START SUPPLIED RECORDS

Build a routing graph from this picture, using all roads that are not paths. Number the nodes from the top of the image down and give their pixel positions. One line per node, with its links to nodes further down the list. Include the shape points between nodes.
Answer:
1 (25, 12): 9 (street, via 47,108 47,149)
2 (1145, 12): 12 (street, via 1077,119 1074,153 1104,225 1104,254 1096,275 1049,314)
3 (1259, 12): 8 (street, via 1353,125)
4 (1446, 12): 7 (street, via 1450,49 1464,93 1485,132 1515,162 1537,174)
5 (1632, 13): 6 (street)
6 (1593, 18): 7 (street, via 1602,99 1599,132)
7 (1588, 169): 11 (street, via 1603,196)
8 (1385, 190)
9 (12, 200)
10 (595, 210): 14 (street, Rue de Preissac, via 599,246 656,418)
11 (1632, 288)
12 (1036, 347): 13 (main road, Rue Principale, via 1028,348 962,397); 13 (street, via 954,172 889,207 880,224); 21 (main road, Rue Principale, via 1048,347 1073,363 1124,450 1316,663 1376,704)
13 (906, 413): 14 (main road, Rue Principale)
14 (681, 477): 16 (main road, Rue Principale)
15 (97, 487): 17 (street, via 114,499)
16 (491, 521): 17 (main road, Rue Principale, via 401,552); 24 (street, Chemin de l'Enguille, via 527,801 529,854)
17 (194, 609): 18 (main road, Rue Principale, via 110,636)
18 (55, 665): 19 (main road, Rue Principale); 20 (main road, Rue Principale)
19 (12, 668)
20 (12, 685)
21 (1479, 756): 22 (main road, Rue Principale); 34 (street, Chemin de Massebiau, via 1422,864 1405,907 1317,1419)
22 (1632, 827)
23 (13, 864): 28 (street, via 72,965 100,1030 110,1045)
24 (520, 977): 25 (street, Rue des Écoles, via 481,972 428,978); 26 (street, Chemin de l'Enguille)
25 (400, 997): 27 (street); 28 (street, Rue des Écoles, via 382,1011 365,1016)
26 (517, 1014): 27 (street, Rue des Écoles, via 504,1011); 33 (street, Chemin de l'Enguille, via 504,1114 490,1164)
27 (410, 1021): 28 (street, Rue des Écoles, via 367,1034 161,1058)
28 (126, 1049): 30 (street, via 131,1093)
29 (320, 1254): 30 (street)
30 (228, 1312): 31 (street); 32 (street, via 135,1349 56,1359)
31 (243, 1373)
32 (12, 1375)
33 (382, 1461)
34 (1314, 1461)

END SUPPLIED RECORDS
START SUPPLIED RECORDS

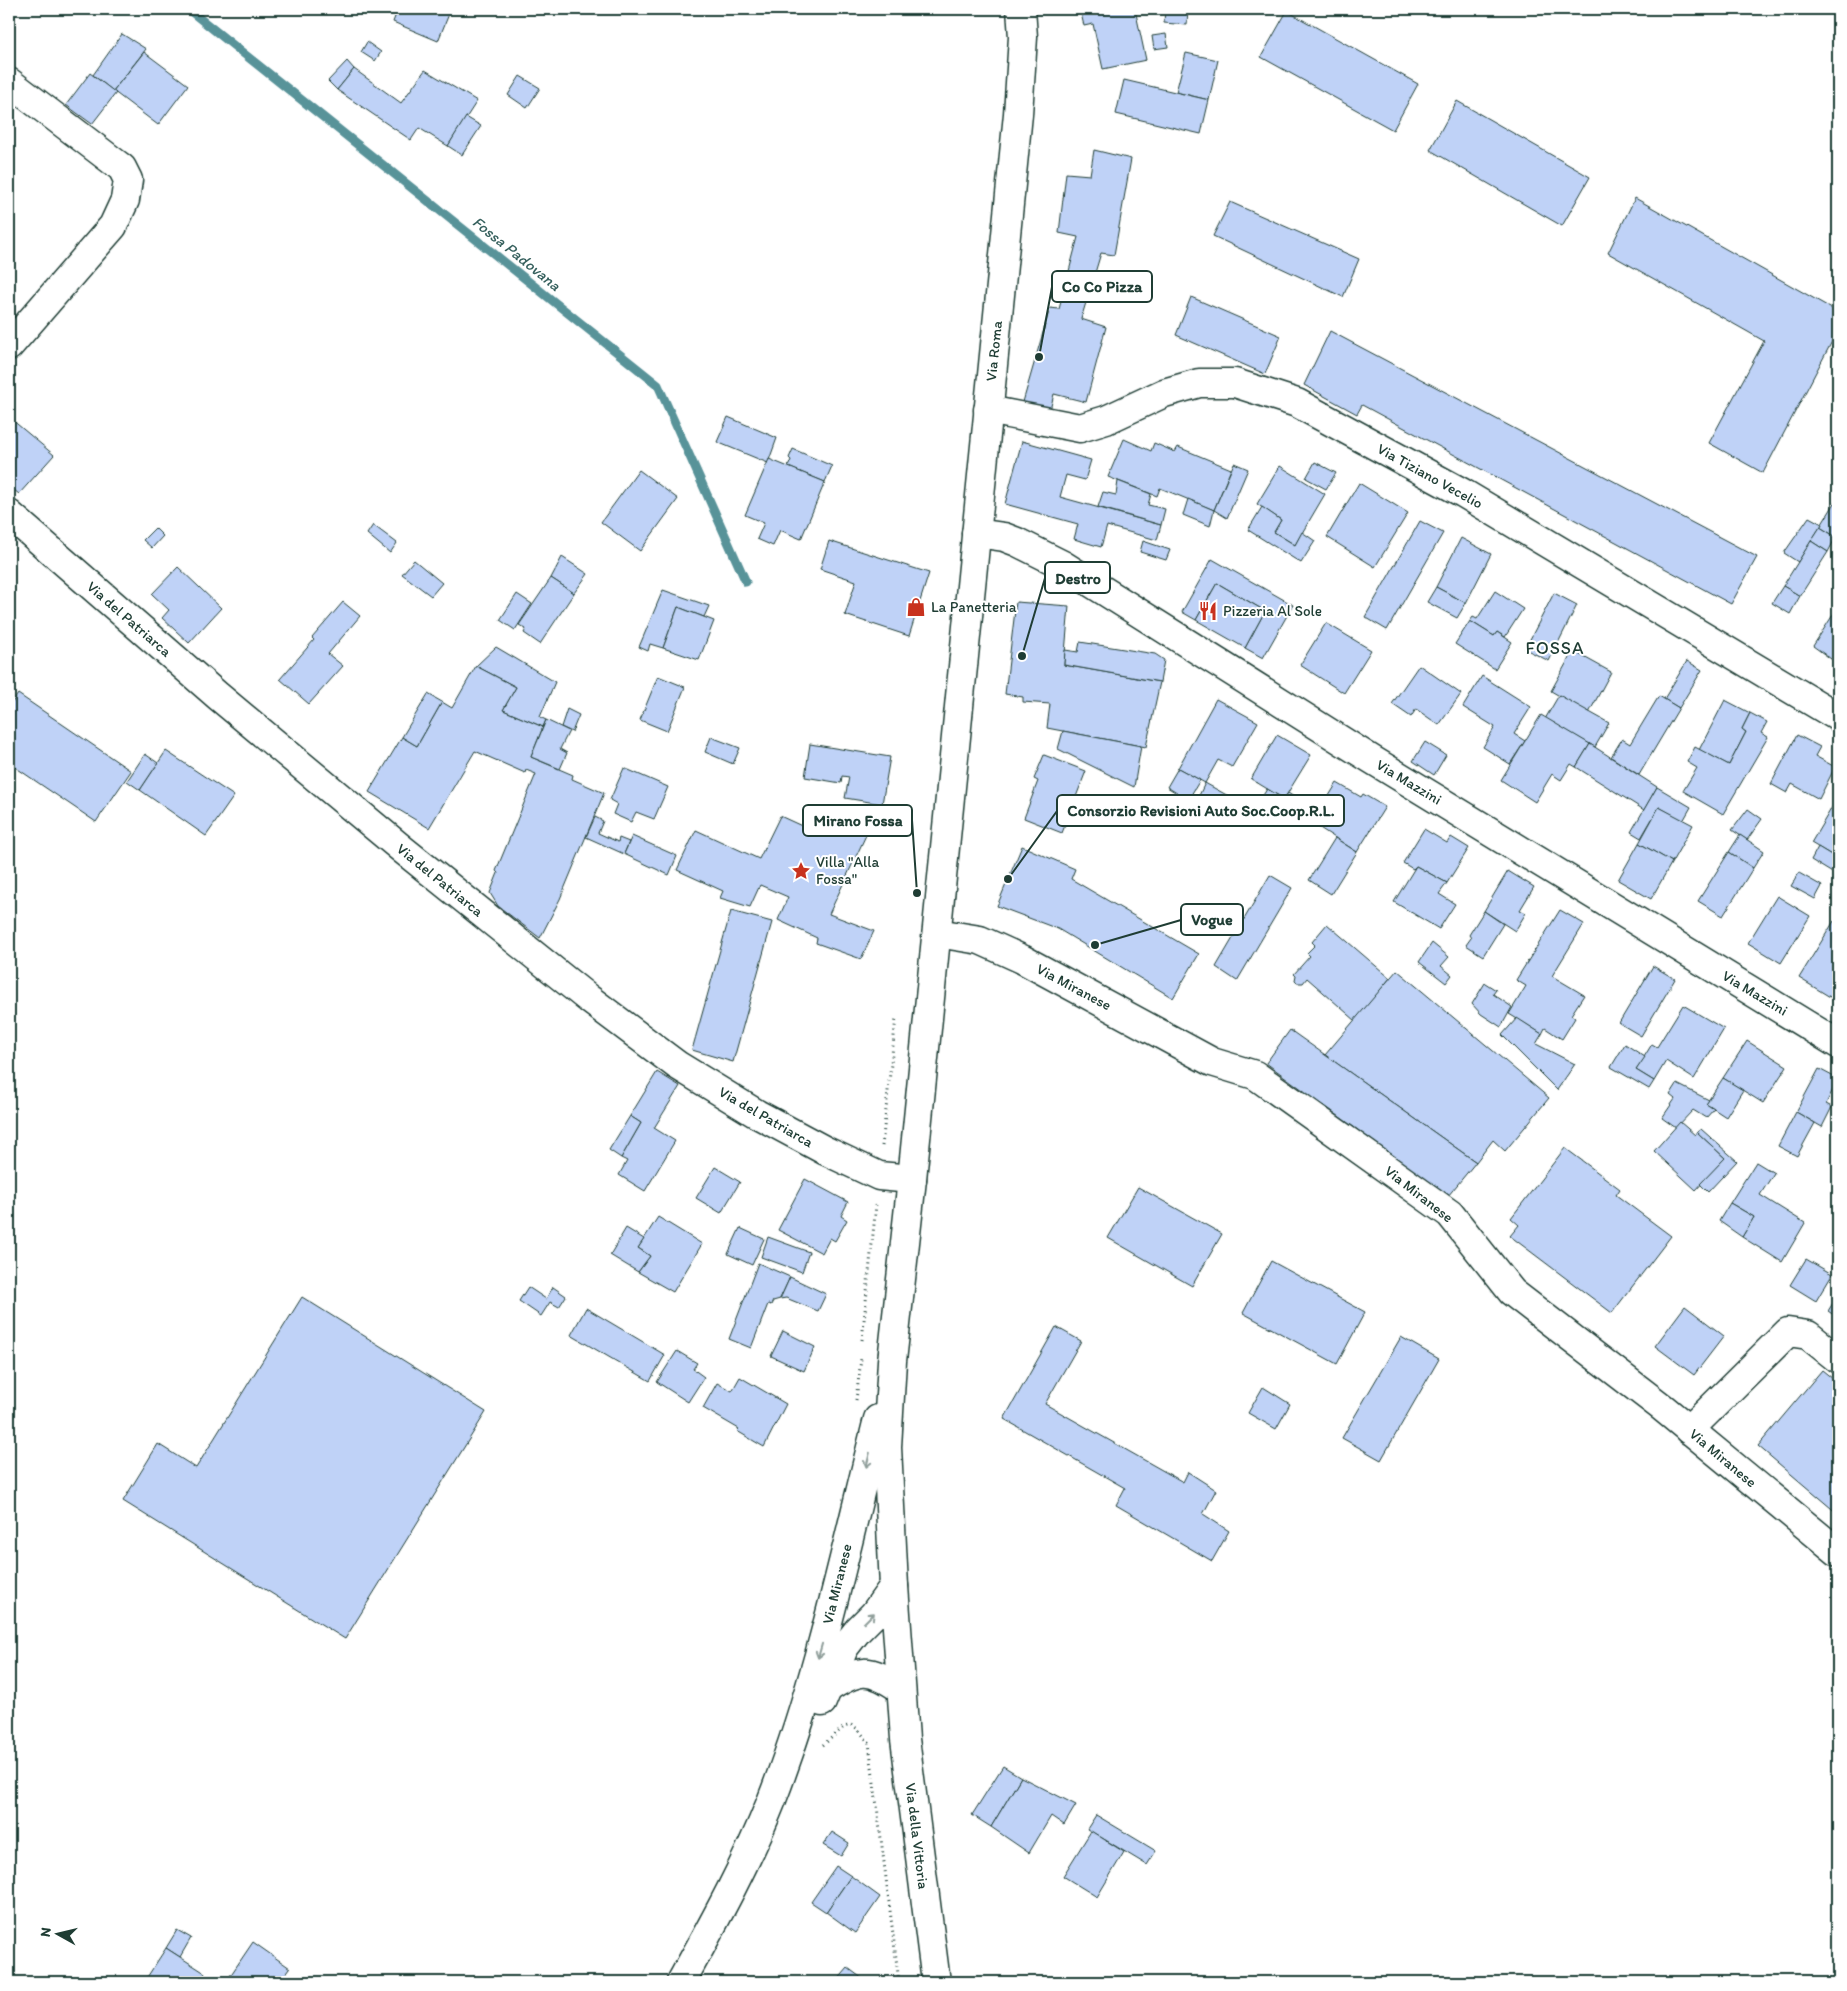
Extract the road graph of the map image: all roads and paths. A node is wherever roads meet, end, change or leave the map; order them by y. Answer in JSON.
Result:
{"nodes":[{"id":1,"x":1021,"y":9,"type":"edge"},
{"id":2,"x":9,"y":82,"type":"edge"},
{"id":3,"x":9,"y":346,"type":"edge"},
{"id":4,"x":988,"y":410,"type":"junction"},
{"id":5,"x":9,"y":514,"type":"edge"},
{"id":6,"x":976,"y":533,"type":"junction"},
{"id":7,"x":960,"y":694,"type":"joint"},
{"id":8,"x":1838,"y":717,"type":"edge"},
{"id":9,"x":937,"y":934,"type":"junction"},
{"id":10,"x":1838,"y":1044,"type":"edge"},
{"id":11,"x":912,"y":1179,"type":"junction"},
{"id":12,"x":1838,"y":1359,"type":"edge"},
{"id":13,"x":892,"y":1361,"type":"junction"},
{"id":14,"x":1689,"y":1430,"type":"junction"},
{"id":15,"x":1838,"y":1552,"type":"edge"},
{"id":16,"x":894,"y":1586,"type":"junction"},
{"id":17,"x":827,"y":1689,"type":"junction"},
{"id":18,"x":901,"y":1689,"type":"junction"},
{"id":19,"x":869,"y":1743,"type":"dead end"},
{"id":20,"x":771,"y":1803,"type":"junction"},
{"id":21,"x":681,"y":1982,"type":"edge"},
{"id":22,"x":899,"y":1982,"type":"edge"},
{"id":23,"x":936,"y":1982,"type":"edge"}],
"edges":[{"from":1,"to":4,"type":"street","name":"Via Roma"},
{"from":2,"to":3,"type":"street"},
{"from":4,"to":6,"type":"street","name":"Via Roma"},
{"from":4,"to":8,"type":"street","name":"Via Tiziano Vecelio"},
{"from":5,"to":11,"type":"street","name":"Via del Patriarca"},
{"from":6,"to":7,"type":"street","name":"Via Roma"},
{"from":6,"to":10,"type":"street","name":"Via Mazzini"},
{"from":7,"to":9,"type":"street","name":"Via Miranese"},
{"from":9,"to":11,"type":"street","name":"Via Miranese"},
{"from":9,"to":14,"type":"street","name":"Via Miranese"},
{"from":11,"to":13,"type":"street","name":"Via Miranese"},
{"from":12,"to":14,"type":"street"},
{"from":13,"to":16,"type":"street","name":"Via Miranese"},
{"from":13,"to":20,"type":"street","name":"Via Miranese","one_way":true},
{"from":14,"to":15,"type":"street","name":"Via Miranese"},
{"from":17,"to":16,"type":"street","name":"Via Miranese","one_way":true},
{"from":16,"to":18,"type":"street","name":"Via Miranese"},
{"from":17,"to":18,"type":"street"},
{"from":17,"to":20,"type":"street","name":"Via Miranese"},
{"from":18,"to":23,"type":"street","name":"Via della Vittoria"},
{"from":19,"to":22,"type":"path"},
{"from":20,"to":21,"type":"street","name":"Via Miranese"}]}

END SUPPLIED RECORDS
START SUPPLIED RECORDS

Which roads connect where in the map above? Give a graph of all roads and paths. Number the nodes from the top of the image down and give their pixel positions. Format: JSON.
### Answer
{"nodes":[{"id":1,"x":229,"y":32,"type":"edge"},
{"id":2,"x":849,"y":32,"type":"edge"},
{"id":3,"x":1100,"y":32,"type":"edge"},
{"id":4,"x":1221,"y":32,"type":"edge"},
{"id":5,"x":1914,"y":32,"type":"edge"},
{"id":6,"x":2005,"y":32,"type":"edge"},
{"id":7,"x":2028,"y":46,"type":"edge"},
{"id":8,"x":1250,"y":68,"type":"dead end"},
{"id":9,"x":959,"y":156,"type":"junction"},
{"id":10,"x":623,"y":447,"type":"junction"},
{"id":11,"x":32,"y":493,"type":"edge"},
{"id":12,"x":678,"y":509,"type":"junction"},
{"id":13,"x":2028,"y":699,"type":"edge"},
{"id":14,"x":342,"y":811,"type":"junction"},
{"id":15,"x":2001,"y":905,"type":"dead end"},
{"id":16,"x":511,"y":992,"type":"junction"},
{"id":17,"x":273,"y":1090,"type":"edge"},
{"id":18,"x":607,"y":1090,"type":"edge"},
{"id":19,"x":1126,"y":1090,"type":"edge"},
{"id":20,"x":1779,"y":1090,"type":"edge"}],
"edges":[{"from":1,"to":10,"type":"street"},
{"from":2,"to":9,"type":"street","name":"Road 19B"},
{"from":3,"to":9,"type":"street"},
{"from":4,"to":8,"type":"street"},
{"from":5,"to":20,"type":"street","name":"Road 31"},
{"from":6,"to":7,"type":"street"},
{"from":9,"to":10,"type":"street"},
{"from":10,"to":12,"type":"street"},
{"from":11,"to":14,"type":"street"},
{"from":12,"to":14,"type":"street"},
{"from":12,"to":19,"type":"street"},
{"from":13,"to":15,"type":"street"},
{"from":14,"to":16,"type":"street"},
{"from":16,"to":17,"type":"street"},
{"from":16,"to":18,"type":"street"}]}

END SUPPLIED RECORDS

• EXERCISE INSTRUCTIONS:
Where a line of the data holds the word "dead", copy that line.

• ANSWER BOX:
{"id":19,"x":869,"y":1743,"type":"dead end"},
{"id":8,"x":1250,"y":68,"type":"dead end"},
{"id":15,"x":2001,"y":905,"type":"dead end"},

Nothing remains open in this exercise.